• _PROBLEM_:
Copy each line below in which the string "Route" occurs.

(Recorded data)
****

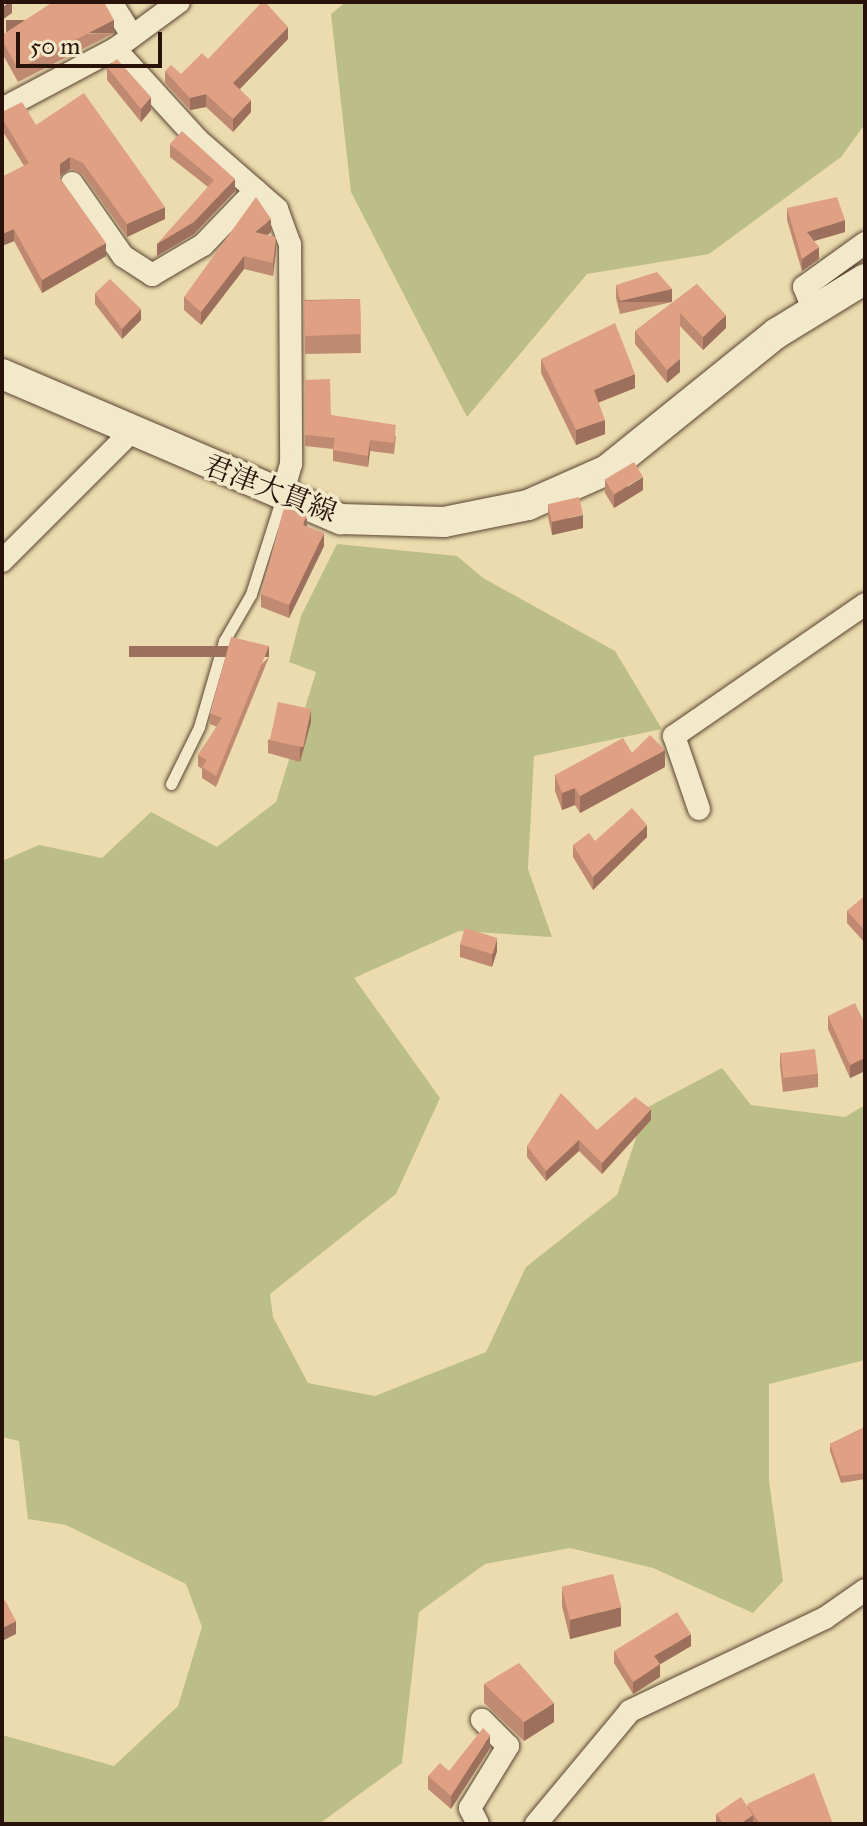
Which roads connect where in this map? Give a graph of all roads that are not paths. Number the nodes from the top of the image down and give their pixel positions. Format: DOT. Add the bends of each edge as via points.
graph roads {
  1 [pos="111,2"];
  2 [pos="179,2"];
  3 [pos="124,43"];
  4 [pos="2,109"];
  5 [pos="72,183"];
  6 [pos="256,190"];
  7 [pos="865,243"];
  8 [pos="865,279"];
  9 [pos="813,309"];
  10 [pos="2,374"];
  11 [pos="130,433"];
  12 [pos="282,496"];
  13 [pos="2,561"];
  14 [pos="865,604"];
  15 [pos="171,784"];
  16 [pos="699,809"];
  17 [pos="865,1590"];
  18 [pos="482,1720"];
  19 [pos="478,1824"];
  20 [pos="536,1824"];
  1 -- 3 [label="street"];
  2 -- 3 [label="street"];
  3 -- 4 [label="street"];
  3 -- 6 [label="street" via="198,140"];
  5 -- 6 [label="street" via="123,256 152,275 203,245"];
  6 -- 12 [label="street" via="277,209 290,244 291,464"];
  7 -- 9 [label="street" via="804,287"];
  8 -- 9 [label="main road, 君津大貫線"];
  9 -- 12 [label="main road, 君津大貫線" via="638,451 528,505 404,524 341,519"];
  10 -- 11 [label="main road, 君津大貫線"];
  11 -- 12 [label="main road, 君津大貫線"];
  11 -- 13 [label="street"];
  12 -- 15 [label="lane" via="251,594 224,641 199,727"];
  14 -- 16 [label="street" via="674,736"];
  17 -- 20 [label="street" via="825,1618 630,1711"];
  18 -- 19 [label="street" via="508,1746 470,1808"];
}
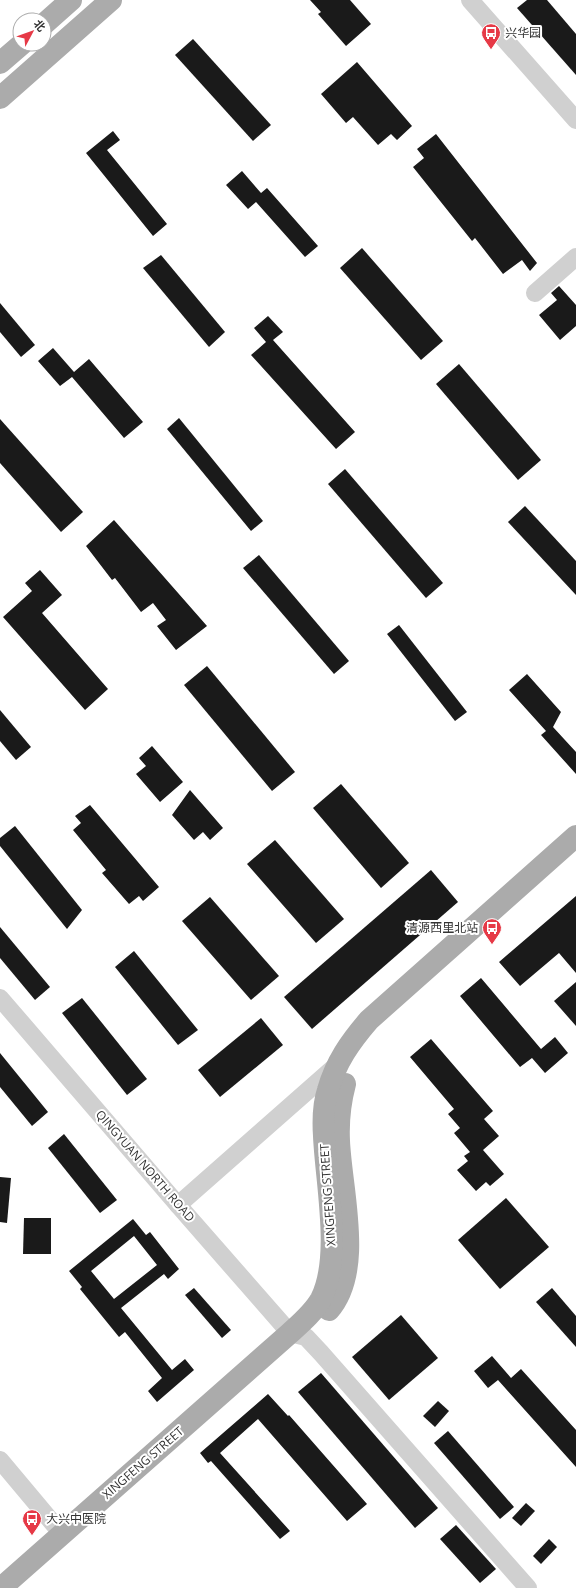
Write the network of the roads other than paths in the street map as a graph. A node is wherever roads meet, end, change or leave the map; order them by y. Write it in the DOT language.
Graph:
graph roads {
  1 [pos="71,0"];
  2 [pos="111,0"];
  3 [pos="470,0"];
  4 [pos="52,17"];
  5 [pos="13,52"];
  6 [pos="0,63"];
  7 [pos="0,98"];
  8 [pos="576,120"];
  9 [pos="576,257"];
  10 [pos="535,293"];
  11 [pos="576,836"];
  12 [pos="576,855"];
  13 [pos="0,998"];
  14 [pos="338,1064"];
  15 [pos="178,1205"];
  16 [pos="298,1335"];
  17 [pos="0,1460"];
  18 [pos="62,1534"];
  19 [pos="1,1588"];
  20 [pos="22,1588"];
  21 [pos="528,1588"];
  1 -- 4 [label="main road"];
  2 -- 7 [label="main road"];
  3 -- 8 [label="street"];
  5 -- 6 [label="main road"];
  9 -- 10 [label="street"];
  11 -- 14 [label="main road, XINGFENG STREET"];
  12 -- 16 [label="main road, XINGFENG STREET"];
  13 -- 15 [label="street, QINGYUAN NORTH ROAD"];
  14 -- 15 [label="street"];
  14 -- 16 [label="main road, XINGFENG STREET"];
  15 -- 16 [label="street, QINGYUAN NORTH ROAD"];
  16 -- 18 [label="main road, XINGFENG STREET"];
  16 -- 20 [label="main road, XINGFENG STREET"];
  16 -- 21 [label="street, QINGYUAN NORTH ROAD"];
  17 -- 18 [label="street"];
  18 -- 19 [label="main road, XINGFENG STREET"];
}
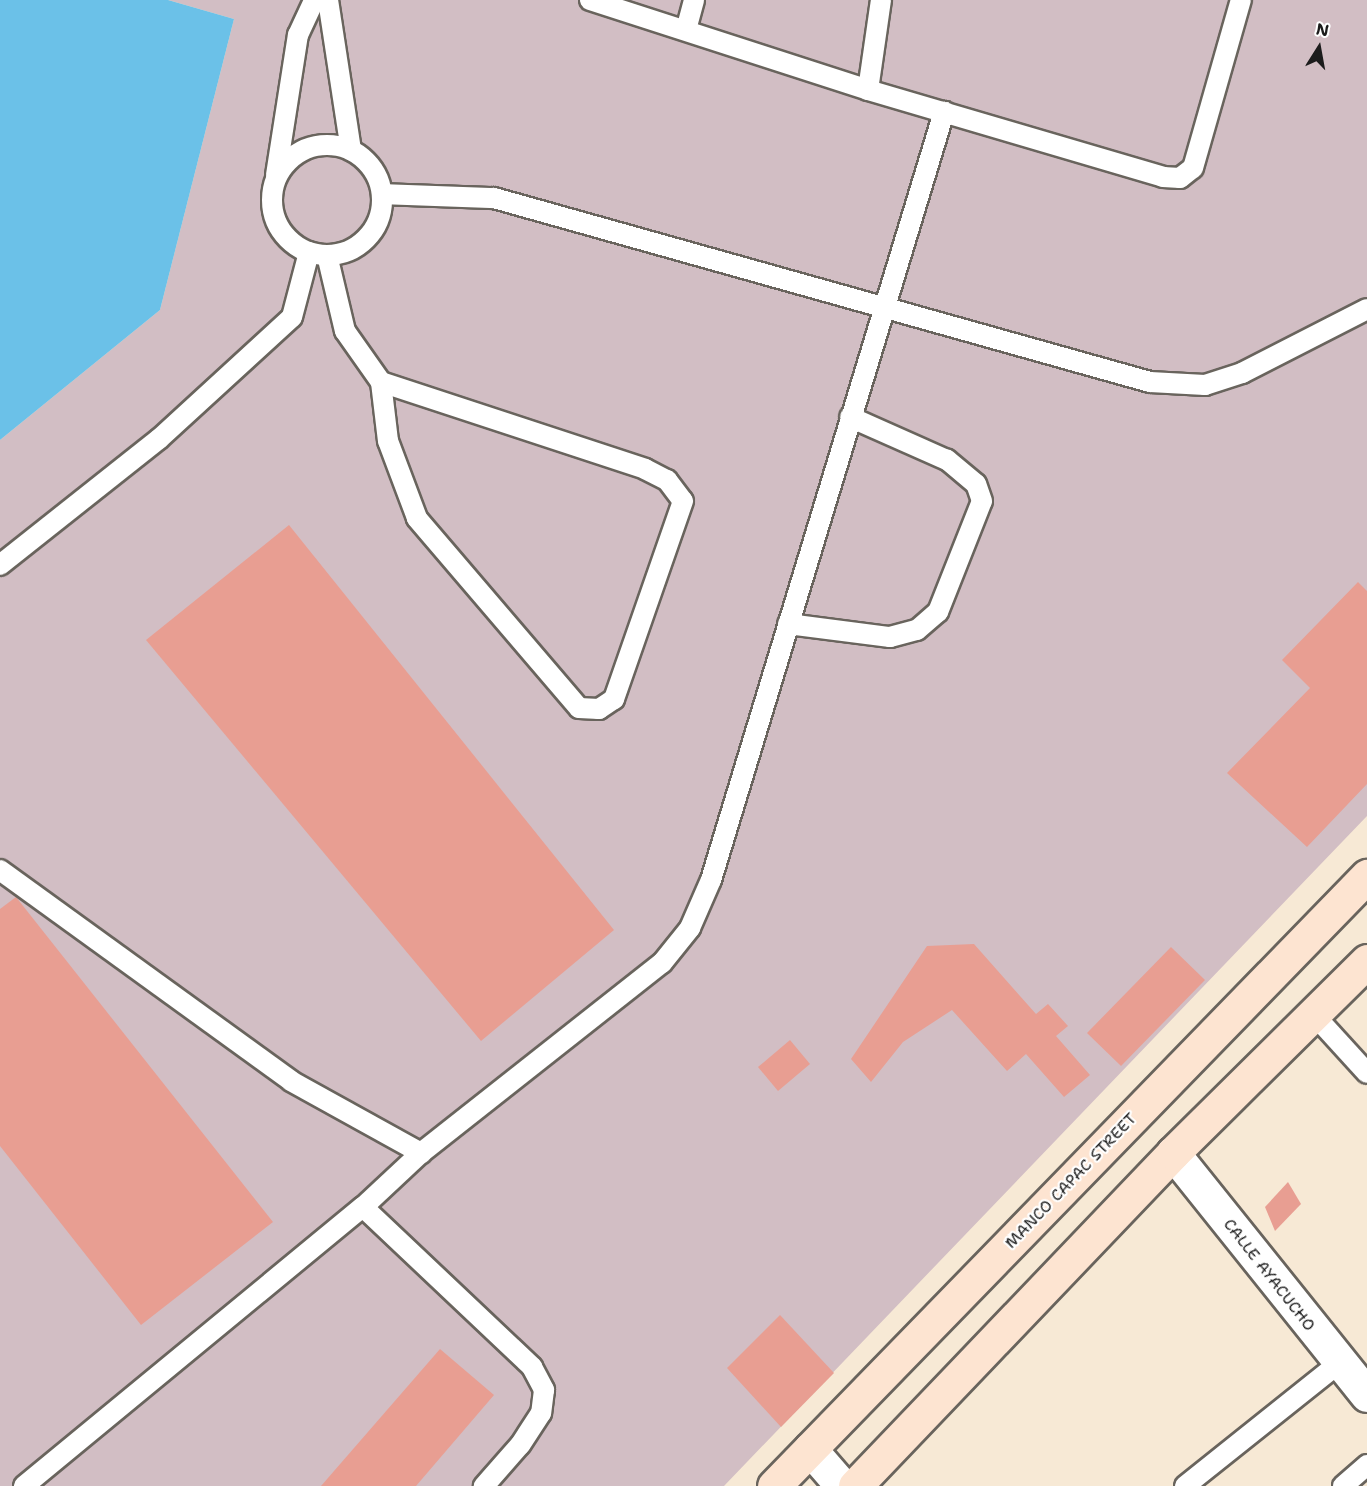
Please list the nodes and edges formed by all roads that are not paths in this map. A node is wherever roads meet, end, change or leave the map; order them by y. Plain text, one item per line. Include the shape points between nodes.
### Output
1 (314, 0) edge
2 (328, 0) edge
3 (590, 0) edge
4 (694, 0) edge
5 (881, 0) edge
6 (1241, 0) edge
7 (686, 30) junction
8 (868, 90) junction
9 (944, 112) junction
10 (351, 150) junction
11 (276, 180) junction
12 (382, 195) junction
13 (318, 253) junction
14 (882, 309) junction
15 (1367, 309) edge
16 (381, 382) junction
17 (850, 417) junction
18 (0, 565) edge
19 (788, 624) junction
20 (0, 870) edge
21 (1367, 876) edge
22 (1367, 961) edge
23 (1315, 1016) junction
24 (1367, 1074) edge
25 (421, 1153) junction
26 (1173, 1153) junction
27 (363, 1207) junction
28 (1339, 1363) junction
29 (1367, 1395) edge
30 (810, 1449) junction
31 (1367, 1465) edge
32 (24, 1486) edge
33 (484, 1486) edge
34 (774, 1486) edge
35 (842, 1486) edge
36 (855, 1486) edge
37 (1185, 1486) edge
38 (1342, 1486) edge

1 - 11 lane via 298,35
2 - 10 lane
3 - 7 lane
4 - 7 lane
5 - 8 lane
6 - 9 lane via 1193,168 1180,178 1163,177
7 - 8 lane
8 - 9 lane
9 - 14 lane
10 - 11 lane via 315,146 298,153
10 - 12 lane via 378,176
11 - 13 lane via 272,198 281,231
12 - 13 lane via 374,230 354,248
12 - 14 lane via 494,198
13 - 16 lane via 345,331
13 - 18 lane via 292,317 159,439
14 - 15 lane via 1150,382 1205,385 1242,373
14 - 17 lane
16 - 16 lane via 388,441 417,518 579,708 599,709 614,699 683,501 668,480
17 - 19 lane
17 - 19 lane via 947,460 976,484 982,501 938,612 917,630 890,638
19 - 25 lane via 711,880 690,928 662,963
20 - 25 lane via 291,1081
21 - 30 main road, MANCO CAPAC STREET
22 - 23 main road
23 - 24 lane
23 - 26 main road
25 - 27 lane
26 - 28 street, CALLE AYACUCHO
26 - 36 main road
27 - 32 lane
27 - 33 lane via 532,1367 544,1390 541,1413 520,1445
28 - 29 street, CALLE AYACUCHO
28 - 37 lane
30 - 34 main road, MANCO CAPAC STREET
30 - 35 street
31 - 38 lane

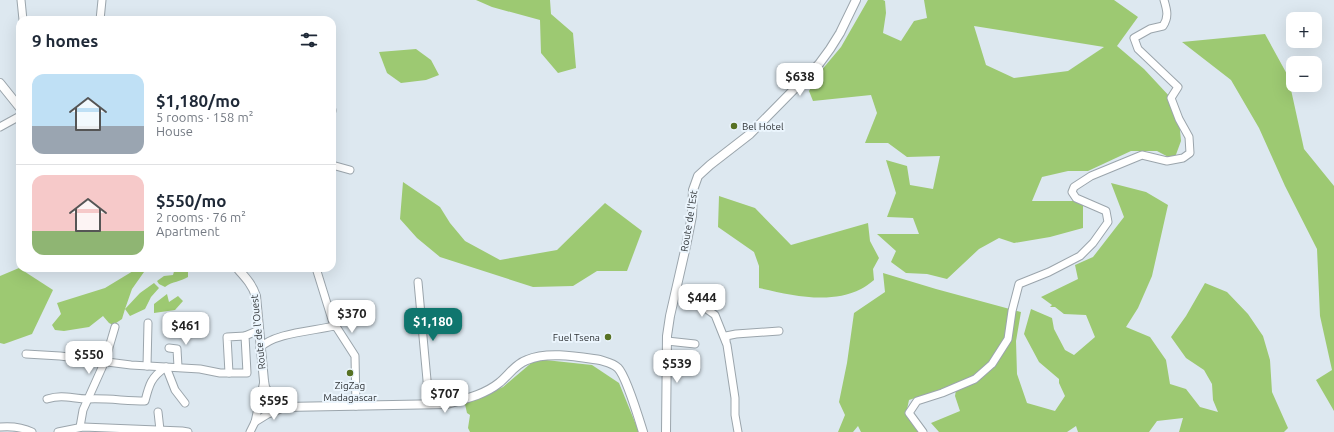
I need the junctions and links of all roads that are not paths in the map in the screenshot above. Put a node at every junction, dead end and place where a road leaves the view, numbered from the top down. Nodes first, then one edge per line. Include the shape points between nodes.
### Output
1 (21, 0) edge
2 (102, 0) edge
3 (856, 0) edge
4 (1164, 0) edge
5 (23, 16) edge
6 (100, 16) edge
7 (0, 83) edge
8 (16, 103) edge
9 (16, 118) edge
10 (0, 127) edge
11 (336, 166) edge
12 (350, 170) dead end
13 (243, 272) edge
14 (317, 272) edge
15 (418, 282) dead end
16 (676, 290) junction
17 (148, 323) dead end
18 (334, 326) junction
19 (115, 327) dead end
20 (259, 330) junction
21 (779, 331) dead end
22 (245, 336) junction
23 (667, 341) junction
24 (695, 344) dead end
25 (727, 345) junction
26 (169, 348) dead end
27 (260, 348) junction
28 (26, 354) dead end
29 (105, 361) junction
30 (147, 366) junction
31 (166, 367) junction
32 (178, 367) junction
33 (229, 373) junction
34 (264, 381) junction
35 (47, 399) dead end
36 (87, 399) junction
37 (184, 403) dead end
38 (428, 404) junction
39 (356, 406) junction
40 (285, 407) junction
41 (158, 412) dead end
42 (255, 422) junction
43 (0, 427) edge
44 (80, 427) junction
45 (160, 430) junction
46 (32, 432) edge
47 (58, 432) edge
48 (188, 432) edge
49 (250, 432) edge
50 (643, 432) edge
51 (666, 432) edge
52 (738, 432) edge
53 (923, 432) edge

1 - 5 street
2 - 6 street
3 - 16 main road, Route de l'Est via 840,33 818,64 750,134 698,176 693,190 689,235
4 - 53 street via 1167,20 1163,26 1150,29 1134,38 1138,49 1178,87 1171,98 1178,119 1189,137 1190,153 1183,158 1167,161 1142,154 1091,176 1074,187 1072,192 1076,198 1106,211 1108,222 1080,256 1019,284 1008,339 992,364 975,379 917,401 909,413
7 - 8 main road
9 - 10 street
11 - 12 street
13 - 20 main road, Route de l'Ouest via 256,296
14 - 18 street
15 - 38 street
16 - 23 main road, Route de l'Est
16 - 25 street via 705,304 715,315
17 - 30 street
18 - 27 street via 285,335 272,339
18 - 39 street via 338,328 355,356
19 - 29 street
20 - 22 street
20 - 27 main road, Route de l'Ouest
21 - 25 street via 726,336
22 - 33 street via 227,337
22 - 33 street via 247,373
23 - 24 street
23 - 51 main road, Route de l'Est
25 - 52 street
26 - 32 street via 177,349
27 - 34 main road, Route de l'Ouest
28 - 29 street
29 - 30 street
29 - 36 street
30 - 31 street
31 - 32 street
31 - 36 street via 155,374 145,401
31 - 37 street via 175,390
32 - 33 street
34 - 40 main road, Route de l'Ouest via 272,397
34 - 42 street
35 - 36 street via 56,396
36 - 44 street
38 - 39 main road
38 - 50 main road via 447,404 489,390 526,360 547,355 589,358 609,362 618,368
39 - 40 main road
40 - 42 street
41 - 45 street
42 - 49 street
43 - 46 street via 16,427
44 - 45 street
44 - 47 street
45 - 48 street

****

• _OUTPUT BELOW_:
3 - 16 main road, Route de l'Est via 840,33 818,64 750,134 698,176 693,190 689,235
13 - 20 main road, Route de l'Ouest via 256,296
16 - 23 main road, Route de l'Est
20 - 27 main road, Route de l'Ouest
23 - 51 main road, Route de l'Est
27 - 34 main road, Route de l'Ouest
34 - 40 main road, Route de l'Ouest via 272,397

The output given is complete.